**Action item:** Your answer needs to include each line of the records in which the string "Çiftçioğlu" can be found.
---*---
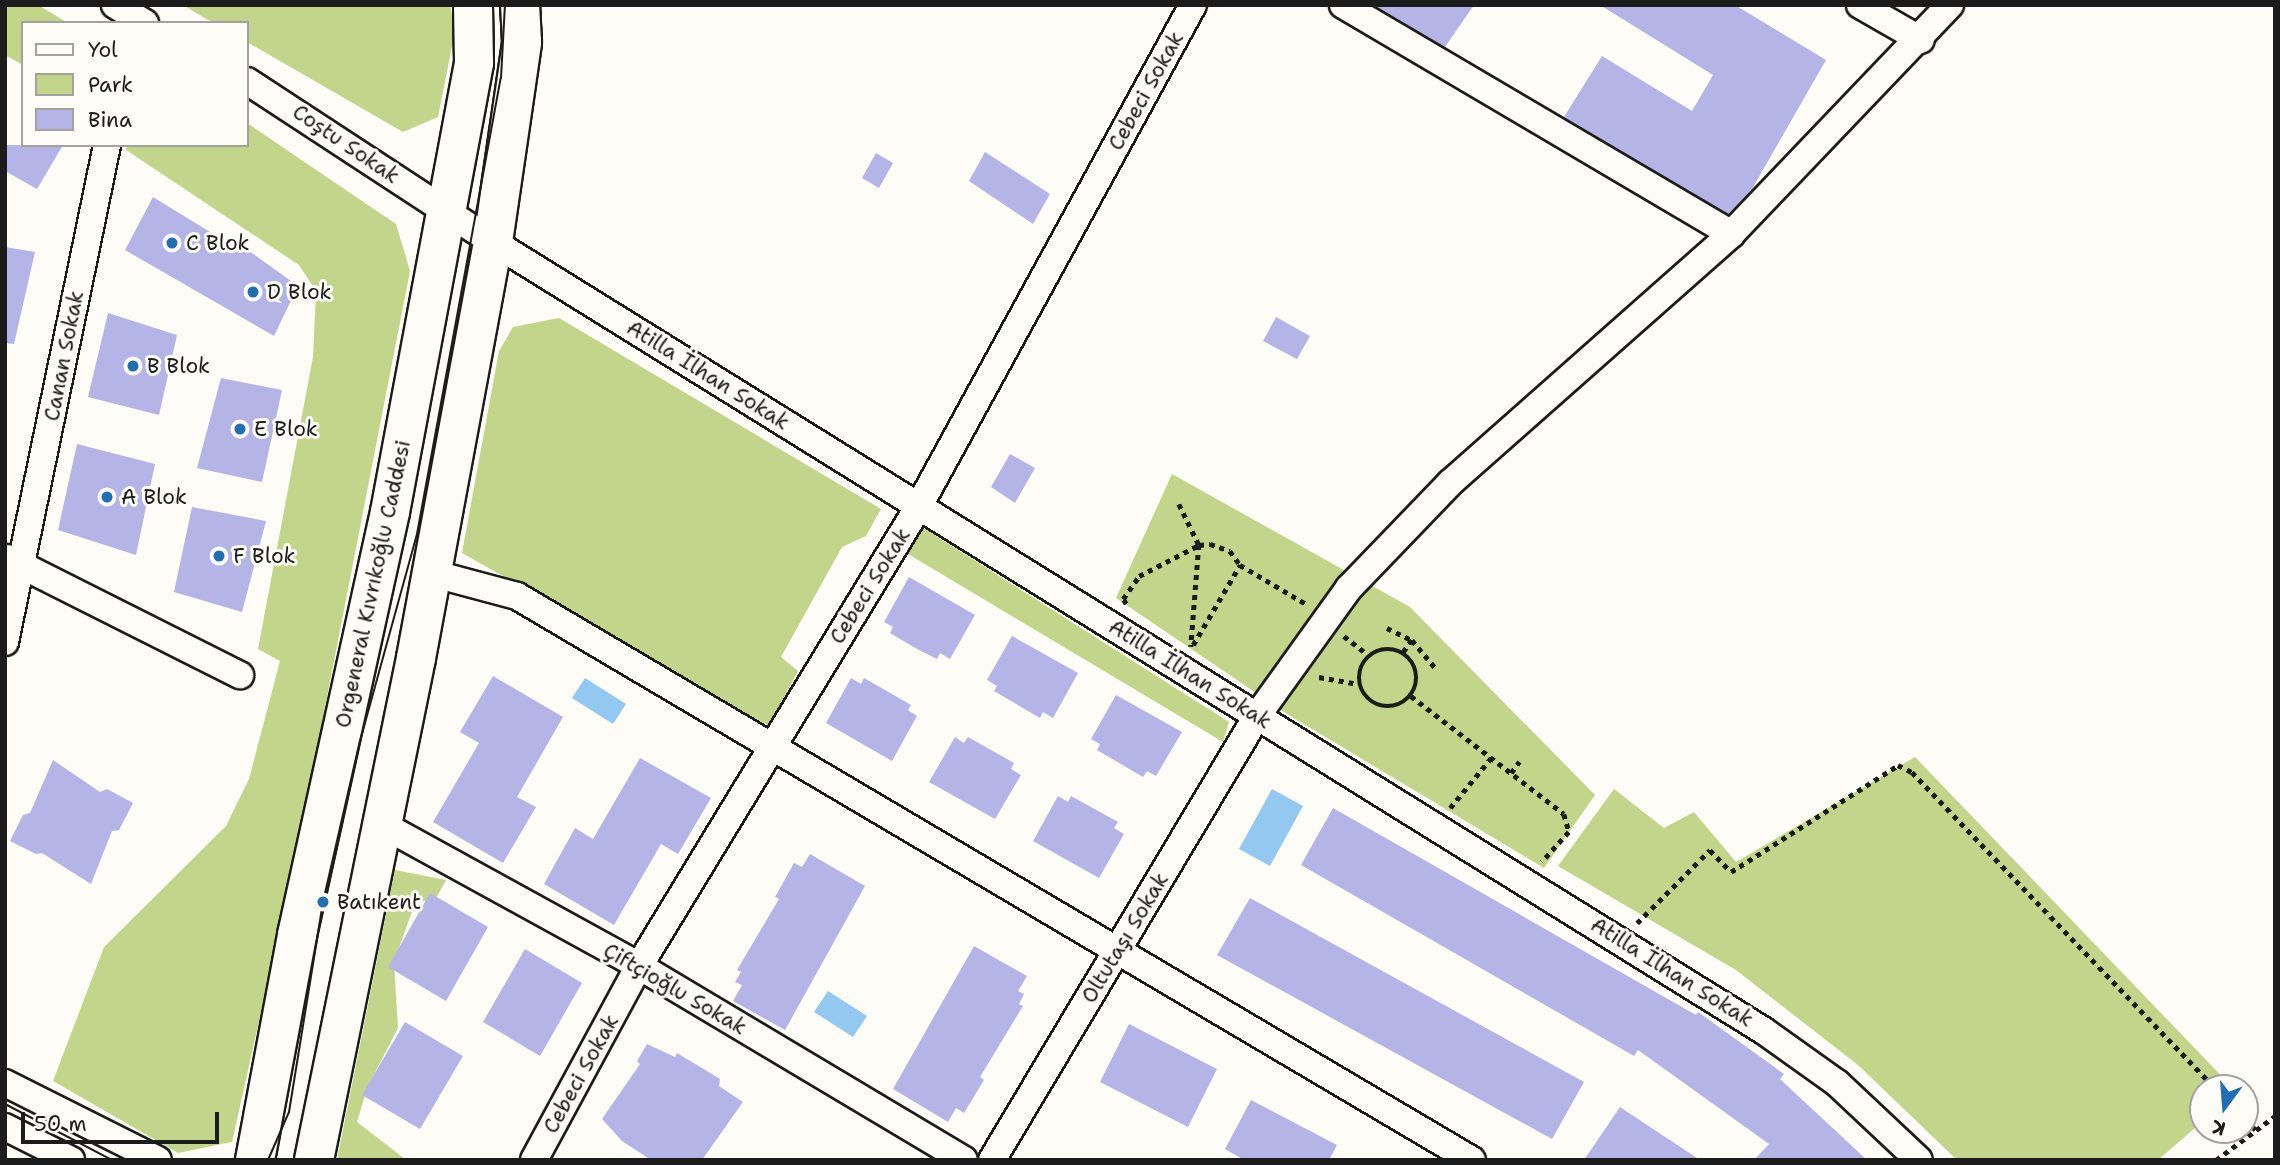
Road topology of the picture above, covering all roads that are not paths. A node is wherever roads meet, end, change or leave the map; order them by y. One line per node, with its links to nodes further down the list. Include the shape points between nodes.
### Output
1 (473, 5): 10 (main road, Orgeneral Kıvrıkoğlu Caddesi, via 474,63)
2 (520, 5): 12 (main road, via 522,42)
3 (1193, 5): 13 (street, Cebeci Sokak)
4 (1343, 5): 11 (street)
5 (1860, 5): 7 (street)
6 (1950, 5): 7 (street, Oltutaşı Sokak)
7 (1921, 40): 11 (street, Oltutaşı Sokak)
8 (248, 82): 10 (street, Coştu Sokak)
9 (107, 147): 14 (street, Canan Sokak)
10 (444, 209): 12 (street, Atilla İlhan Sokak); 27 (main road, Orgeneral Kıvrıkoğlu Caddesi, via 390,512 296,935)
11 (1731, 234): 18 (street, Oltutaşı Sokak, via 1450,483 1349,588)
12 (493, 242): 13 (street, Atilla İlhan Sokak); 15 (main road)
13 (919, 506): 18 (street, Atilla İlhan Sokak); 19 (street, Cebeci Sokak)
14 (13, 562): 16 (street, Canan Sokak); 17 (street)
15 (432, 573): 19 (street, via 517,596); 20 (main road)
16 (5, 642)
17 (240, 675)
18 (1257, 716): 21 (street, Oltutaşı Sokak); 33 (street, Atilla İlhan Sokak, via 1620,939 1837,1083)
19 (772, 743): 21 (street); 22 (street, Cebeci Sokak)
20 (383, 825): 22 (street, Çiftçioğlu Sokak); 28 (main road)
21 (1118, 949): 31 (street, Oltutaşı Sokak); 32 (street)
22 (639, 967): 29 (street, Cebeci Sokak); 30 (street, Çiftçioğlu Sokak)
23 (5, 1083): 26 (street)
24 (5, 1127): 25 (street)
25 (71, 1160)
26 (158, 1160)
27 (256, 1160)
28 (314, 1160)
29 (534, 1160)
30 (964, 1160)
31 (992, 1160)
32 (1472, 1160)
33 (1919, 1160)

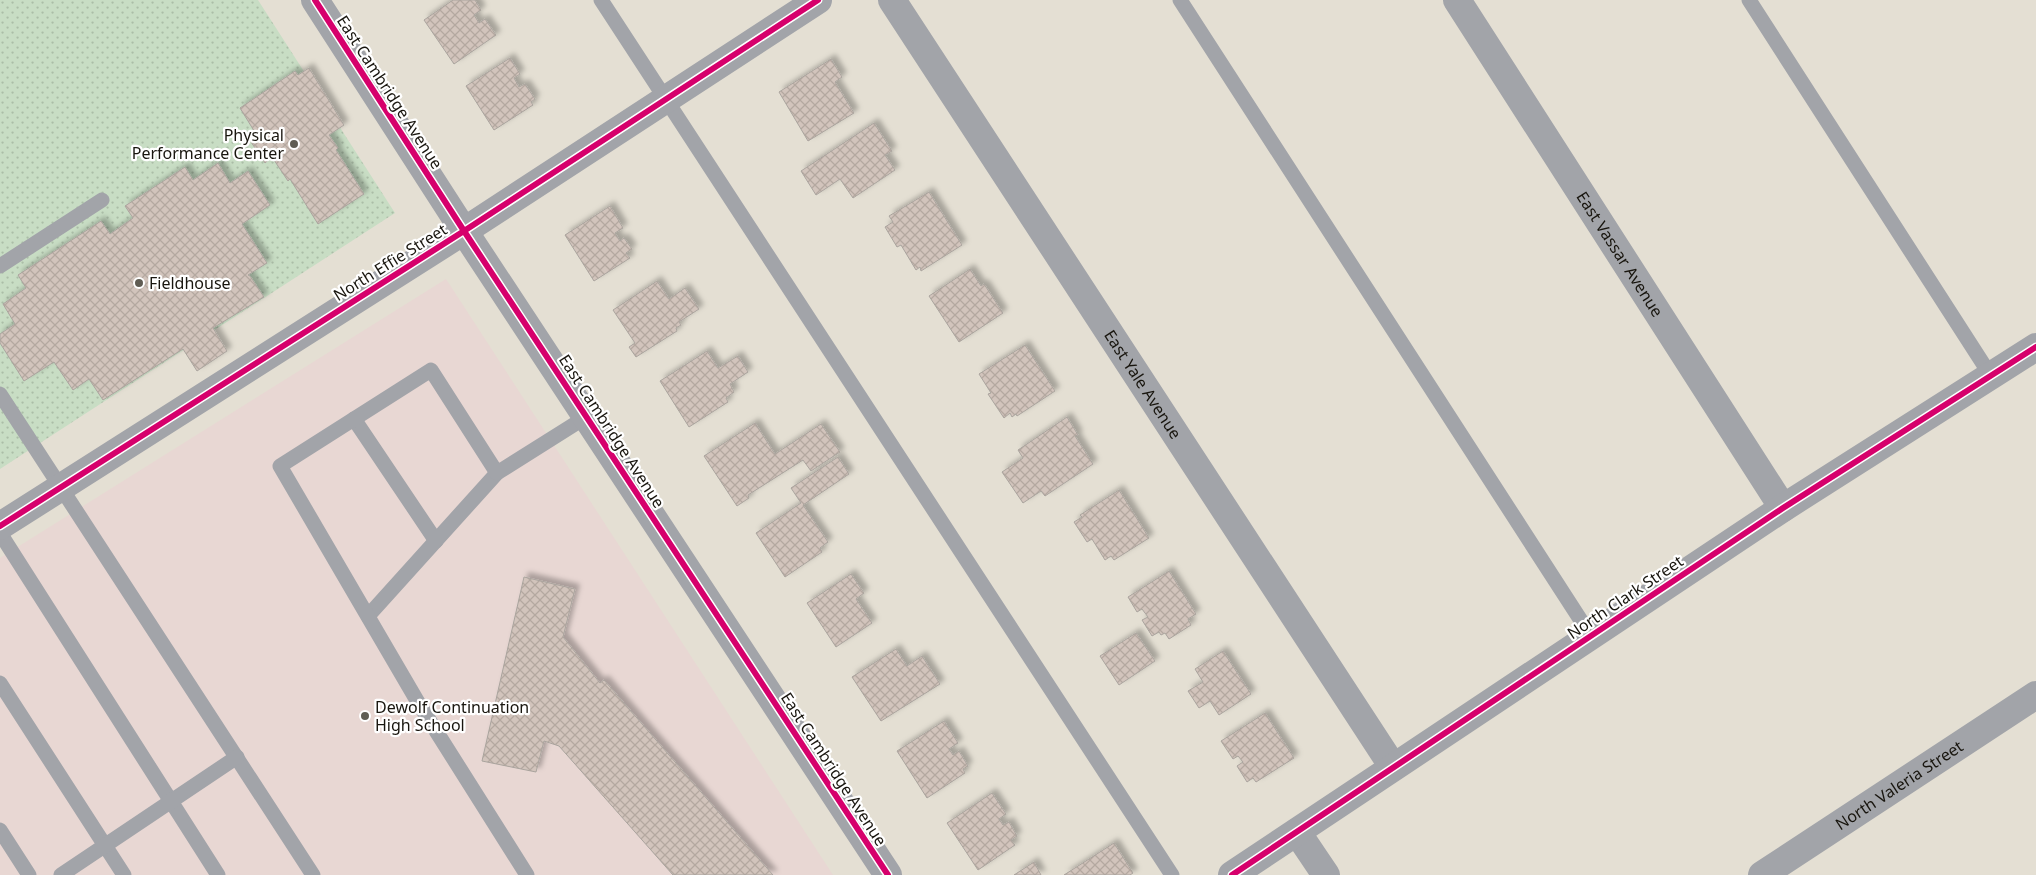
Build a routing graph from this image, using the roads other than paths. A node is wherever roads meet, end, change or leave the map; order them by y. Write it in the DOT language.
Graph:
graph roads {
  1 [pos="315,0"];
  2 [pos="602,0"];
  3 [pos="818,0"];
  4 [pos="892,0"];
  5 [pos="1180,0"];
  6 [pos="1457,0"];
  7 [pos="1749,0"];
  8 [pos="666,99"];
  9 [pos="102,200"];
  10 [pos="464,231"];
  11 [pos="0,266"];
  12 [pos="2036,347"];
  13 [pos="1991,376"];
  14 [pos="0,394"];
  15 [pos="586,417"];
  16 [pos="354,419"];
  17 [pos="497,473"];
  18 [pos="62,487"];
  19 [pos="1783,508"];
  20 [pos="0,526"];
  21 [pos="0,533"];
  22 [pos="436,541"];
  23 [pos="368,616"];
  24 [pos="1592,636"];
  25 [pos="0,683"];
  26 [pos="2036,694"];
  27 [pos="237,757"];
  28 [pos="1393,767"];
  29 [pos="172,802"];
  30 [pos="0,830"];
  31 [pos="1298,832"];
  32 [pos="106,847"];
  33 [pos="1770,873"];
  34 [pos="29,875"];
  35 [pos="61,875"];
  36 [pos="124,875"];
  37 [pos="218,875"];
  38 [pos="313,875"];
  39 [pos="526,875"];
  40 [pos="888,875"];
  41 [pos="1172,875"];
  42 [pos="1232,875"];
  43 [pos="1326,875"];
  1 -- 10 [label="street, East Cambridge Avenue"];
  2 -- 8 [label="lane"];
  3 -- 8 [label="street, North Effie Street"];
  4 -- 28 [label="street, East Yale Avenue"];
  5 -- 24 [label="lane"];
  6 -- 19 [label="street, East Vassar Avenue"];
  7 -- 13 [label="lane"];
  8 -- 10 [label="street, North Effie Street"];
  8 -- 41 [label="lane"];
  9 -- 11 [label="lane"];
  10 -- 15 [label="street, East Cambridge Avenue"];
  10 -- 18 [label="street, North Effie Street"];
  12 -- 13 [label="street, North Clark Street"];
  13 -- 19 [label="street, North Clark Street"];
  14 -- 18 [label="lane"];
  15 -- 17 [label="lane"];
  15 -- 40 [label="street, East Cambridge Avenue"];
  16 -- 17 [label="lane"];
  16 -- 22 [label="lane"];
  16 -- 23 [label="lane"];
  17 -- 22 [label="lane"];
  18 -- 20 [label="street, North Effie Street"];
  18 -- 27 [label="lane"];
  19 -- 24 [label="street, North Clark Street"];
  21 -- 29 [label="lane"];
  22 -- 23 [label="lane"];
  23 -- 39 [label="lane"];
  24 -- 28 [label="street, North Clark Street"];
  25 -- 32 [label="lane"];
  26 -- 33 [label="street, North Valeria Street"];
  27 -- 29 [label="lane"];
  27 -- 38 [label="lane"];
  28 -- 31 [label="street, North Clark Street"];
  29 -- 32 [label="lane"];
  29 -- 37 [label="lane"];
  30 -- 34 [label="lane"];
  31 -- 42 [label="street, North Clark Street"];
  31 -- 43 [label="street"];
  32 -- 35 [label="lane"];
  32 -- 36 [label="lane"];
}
---*---
**Output for this exercise:**
20 (383, 825): 22 (street, Çiftçioğlu Sokak); 28 (main road)
22 (639, 967): 29 (street, Cebeci Sokak); 30 (street, Çiftçioğlu Sokak)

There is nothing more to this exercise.